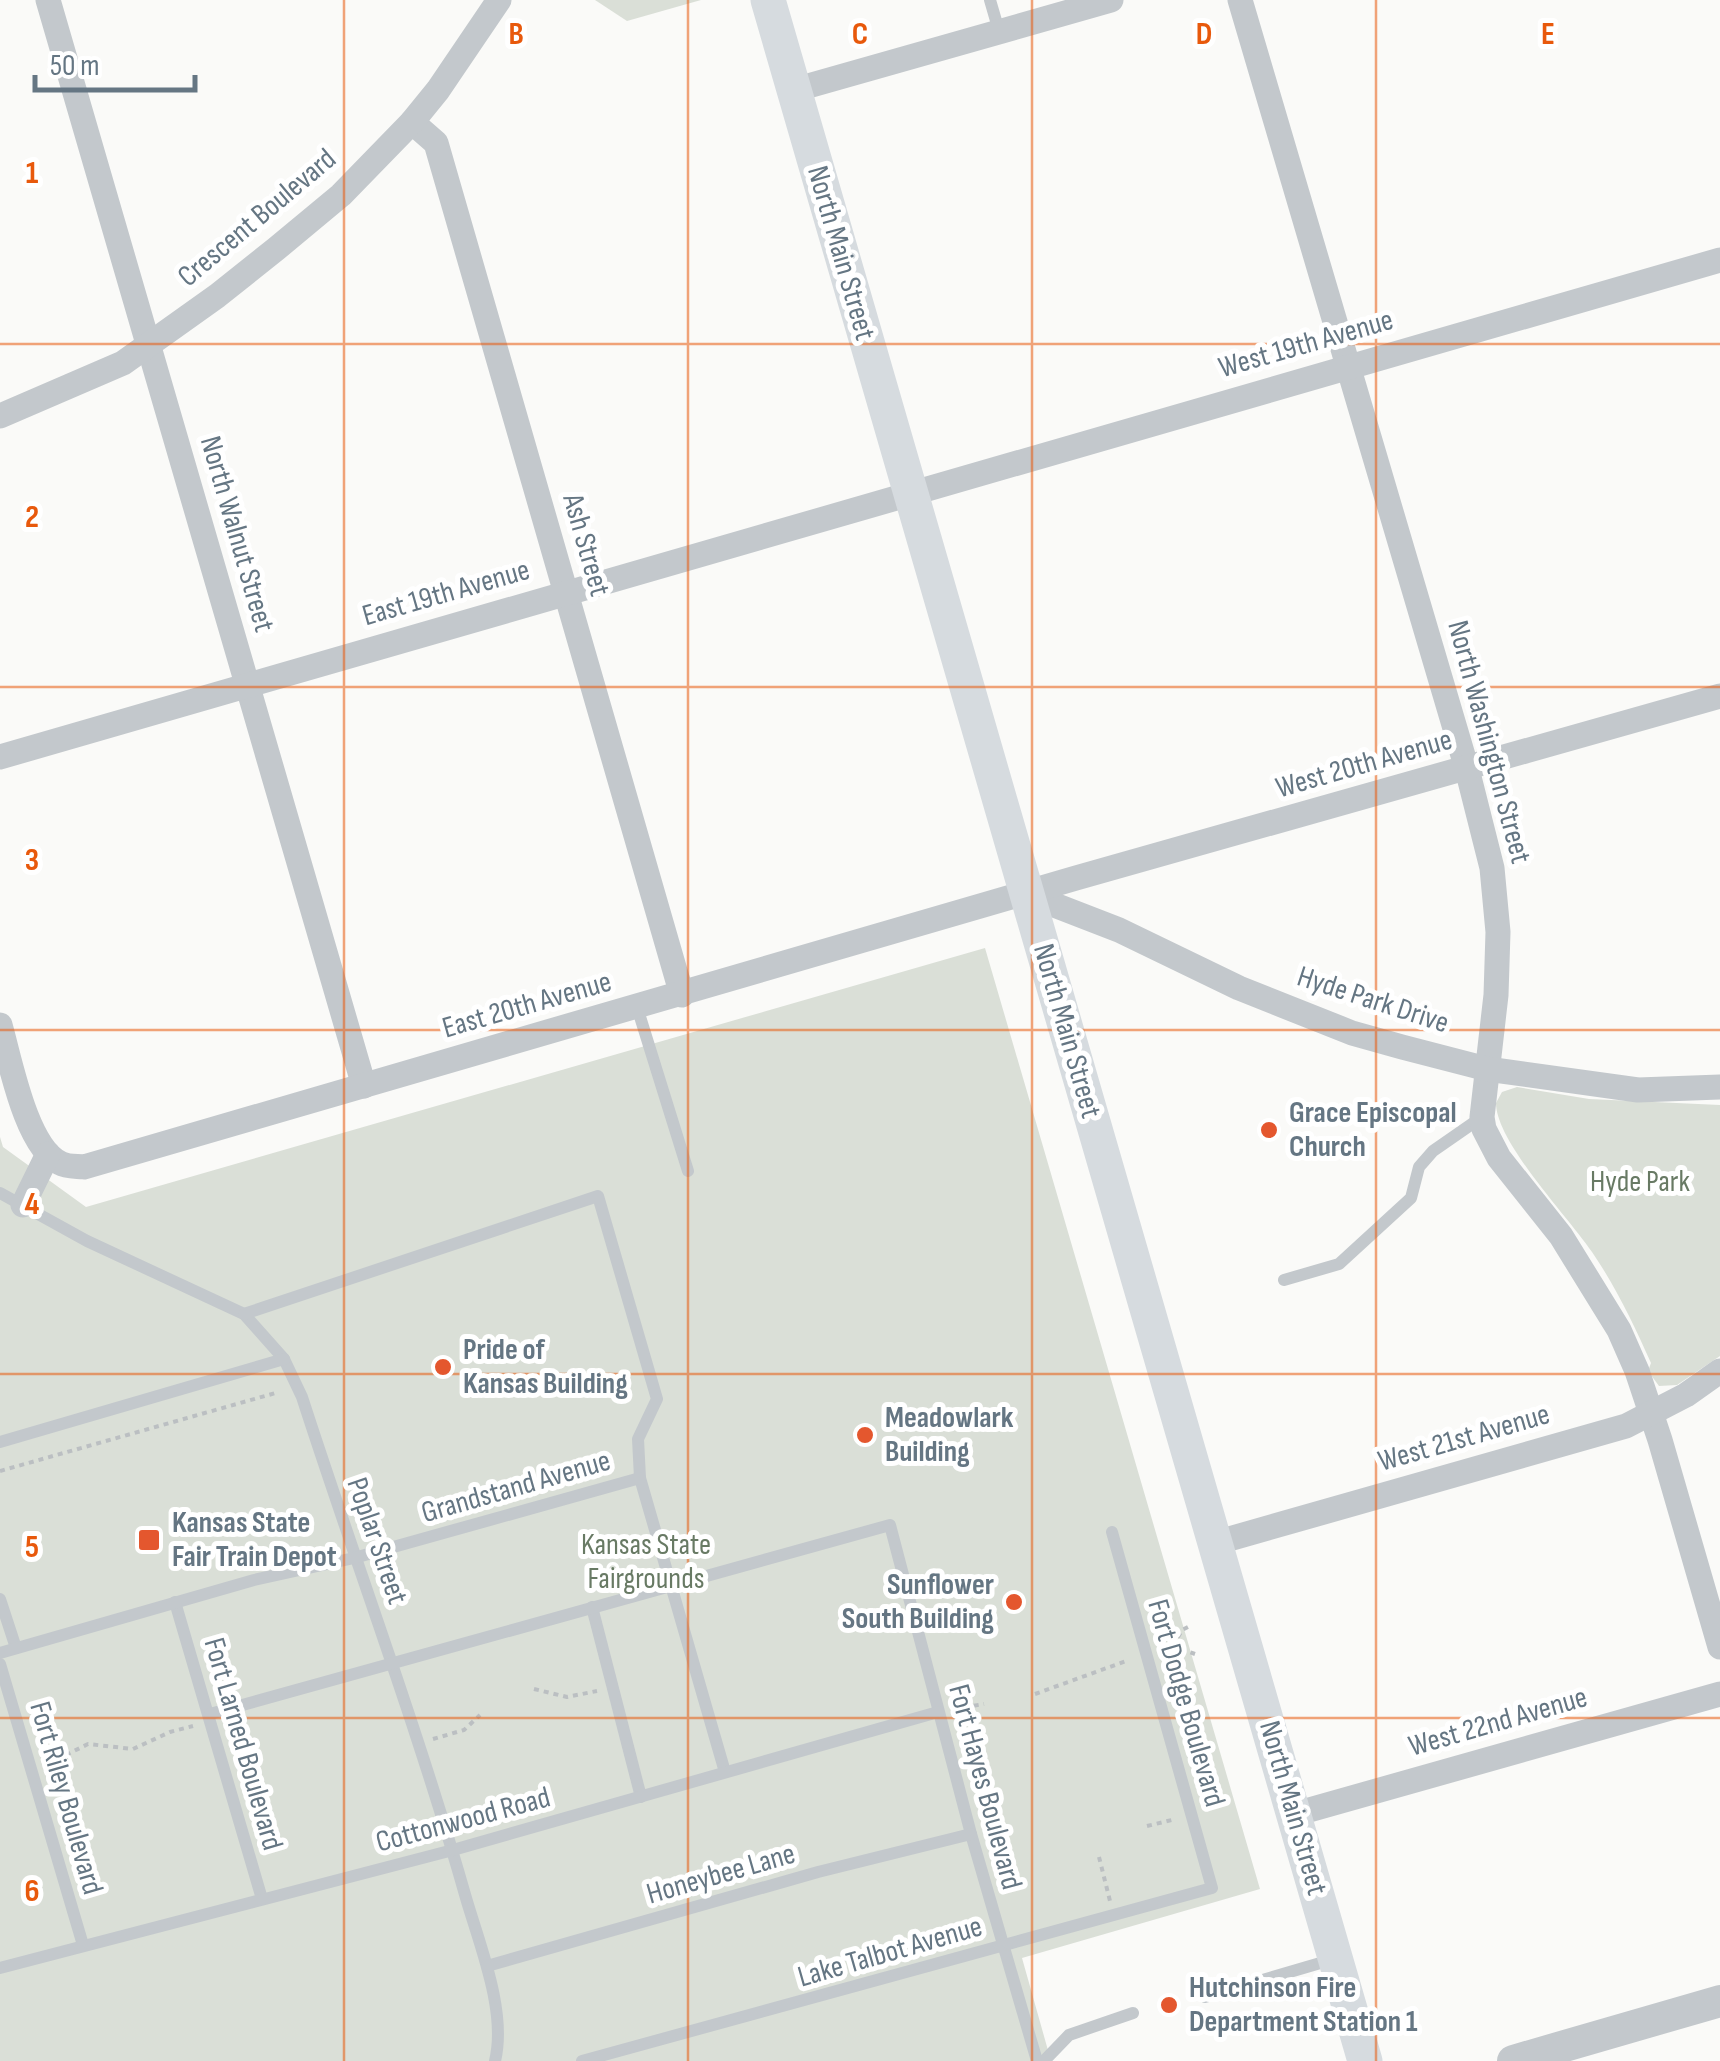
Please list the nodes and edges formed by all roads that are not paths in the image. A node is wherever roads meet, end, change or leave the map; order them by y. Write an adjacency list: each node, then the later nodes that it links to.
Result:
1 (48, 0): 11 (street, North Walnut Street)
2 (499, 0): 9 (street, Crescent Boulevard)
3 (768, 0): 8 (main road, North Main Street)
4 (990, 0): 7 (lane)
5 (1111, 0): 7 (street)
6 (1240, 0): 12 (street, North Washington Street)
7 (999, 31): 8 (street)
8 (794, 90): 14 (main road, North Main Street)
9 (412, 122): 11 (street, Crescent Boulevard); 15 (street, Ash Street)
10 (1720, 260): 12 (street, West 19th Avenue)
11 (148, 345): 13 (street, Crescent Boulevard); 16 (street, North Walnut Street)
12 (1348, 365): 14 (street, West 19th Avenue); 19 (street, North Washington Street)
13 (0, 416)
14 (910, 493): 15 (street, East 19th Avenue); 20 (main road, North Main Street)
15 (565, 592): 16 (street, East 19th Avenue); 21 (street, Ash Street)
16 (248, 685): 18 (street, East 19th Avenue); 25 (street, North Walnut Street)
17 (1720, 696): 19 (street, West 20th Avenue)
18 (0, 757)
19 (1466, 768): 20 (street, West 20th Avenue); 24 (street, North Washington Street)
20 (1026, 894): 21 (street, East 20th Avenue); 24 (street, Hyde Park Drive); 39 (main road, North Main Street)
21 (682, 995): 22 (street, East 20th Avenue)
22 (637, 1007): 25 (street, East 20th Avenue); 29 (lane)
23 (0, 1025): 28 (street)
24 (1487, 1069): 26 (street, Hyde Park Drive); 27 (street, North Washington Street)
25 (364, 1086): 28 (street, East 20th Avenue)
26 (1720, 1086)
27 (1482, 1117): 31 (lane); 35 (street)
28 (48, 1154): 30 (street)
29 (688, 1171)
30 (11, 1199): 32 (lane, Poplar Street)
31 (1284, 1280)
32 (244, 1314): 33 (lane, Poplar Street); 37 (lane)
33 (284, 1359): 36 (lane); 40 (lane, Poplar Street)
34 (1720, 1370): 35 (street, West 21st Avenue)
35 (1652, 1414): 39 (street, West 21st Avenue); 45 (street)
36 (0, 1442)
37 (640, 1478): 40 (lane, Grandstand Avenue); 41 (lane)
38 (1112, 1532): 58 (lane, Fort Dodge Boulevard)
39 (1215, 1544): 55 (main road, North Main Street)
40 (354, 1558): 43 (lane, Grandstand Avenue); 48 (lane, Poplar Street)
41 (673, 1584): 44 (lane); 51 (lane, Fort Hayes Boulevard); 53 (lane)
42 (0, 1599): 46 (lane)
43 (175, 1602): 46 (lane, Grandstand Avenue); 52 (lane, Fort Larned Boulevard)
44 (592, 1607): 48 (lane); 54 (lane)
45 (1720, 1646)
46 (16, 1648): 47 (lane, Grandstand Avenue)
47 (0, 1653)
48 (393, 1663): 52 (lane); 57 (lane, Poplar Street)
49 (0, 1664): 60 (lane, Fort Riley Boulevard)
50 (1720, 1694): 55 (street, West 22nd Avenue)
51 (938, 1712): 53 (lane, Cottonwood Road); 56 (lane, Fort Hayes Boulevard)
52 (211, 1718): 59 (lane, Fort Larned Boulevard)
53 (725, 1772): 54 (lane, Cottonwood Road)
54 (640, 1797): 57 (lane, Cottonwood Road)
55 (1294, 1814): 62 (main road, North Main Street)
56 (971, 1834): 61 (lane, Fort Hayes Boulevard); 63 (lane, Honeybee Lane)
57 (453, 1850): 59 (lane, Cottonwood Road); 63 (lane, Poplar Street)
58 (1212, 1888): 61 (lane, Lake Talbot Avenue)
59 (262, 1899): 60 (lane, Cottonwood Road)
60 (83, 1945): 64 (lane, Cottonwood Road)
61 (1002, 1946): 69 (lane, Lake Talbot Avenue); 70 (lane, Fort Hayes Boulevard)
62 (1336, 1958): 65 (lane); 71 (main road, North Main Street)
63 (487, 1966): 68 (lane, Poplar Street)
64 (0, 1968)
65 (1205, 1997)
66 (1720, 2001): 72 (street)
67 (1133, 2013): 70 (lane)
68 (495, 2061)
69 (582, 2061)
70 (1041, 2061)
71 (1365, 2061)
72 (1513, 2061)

WHAT YOU HAVE TO DO:
Apart from its pictures, the material above should be repeated exactly.

EXERCISE RESULT:
Please list the nodes and edges formed by all roads that are not paths in the image. A node is wherever roads meet, end, change or leave the map; order them by y. Write an adjacency list: each node, then the later nodes that it links to.
Result:
1 (48, 0): 11 (street, North Walnut Street)
2 (499, 0): 9 (street, Crescent Boulevard)
3 (768, 0): 8 (main road, North Main Street)
4 (990, 0): 7 (lane)
5 (1111, 0): 7 (street)
6 (1240, 0): 12 (street, North Washington Street)
7 (999, 31): 8 (street)
8 (794, 90): 14 (main road, North Main Street)
9 (412, 122): 11 (street, Crescent Boulevard); 15 (street, Ash Street)
10 (1720, 260): 12 (street, West 19th Avenue)
11 (148, 345): 13 (street, Crescent Boulevard); 16 (street, North Walnut Street)
12 (1348, 365): 14 (street, West 19th Avenue); 19 (street, North Washington Street)
13 (0, 416)
14 (910, 493): 15 (street, East 19th Avenue); 20 (main road, North Main Street)
15 (565, 592): 16 (street, East 19th Avenue); 21 (street, Ash Street)
16 (248, 685): 18 (street, East 19th Avenue); 25 (street, North Walnut Street)
17 (1720, 696): 19 (street, West 20th Avenue)
18 (0, 757)
19 (1466, 768): 20 (street, West 20th Avenue); 24 (street, North Washington Street)
20 (1026, 894): 21 (street, East 20th Avenue); 24 (street, Hyde Park Drive); 39 (main road, North Main Street)
21 (682, 995): 22 (street, East 20th Avenue)
22 (637, 1007): 25 (street, East 20th Avenue); 29 (lane)
23 (0, 1025): 28 (street)
24 (1487, 1069): 26 (street, Hyde Park Drive); 27 (street, North Washington Street)
25 (364, 1086): 28 (street, East 20th Avenue)
26 (1720, 1086)
27 (1482, 1117): 31 (lane); 35 (street)
28 (48, 1154): 30 (street)
29 (688, 1171)
30 (11, 1199): 32 (lane, Poplar Street)
31 (1284, 1280)
32 (244, 1314): 33 (lane, Poplar Street); 37 (lane)
33 (284, 1359): 36 (lane); 40 (lane, Poplar Street)
34 (1720, 1370): 35 (street, West 21st Avenue)
35 (1652, 1414): 39 (street, West 21st Avenue); 45 (street)
36 (0, 1442)
37 (640, 1478): 40 (lane, Grandstand Avenue); 41 (lane)
38 (1112, 1532): 58 (lane, Fort Dodge Boulevard)
39 (1215, 1544): 55 (main road, North Main Street)
40 (354, 1558): 43 (lane, Grandstand Avenue); 48 (lane, Poplar Street)
41 (673, 1584): 44 (lane); 51 (lane, Fort Hayes Boulevard); 53 (lane)
42 (0, 1599): 46 (lane)
43 (175, 1602): 46 (lane, Grandstand Avenue); 52 (lane, Fort Larned Boulevard)
44 (592, 1607): 48 (lane); 54 (lane)
45 (1720, 1646)
46 (16, 1648): 47 (lane, Grandstand Avenue)
47 (0, 1653)
48 (393, 1663): 52 (lane); 57 (lane, Poplar Street)
49 (0, 1664): 60 (lane, Fort Riley Boulevard)
50 (1720, 1694): 55 (street, West 22nd Avenue)
51 (938, 1712): 53 (lane, Cottonwood Road); 56 (lane, Fort Hayes Boulevard)
52 (211, 1718): 59 (lane, Fort Larned Boulevard)
53 (725, 1772): 54 (lane, Cottonwood Road)
54 (640, 1797): 57 (lane, Cottonwood Road)
55 (1294, 1814): 62 (main road, North Main Street)
56 (971, 1834): 61 (lane, Fort Hayes Boulevard); 63 (lane, Honeybee Lane)
57 (453, 1850): 59 (lane, Cottonwood Road); 63 (lane, Poplar Street)
58 (1212, 1888): 61 (lane, Lake Talbot Avenue)
59 (262, 1899): 60 (lane, Cottonwood Road)
60 (83, 1945): 64 (lane, Cottonwood Road)
61 (1002, 1946): 69 (lane, Lake Talbot Avenue); 70 (lane, Fort Hayes Boulevard)
62 (1336, 1958): 65 (lane); 71 (main road, North Main Street)
63 (487, 1966): 68 (lane, Poplar Street)
64 (0, 1968)
65 (1205, 1997)
66 (1720, 2001): 72 (street)
67 (1133, 2013): 70 (lane)
68 (495, 2061)
69 (582, 2061)
70 (1041, 2061)
71 (1365, 2061)
72 (1513, 2061)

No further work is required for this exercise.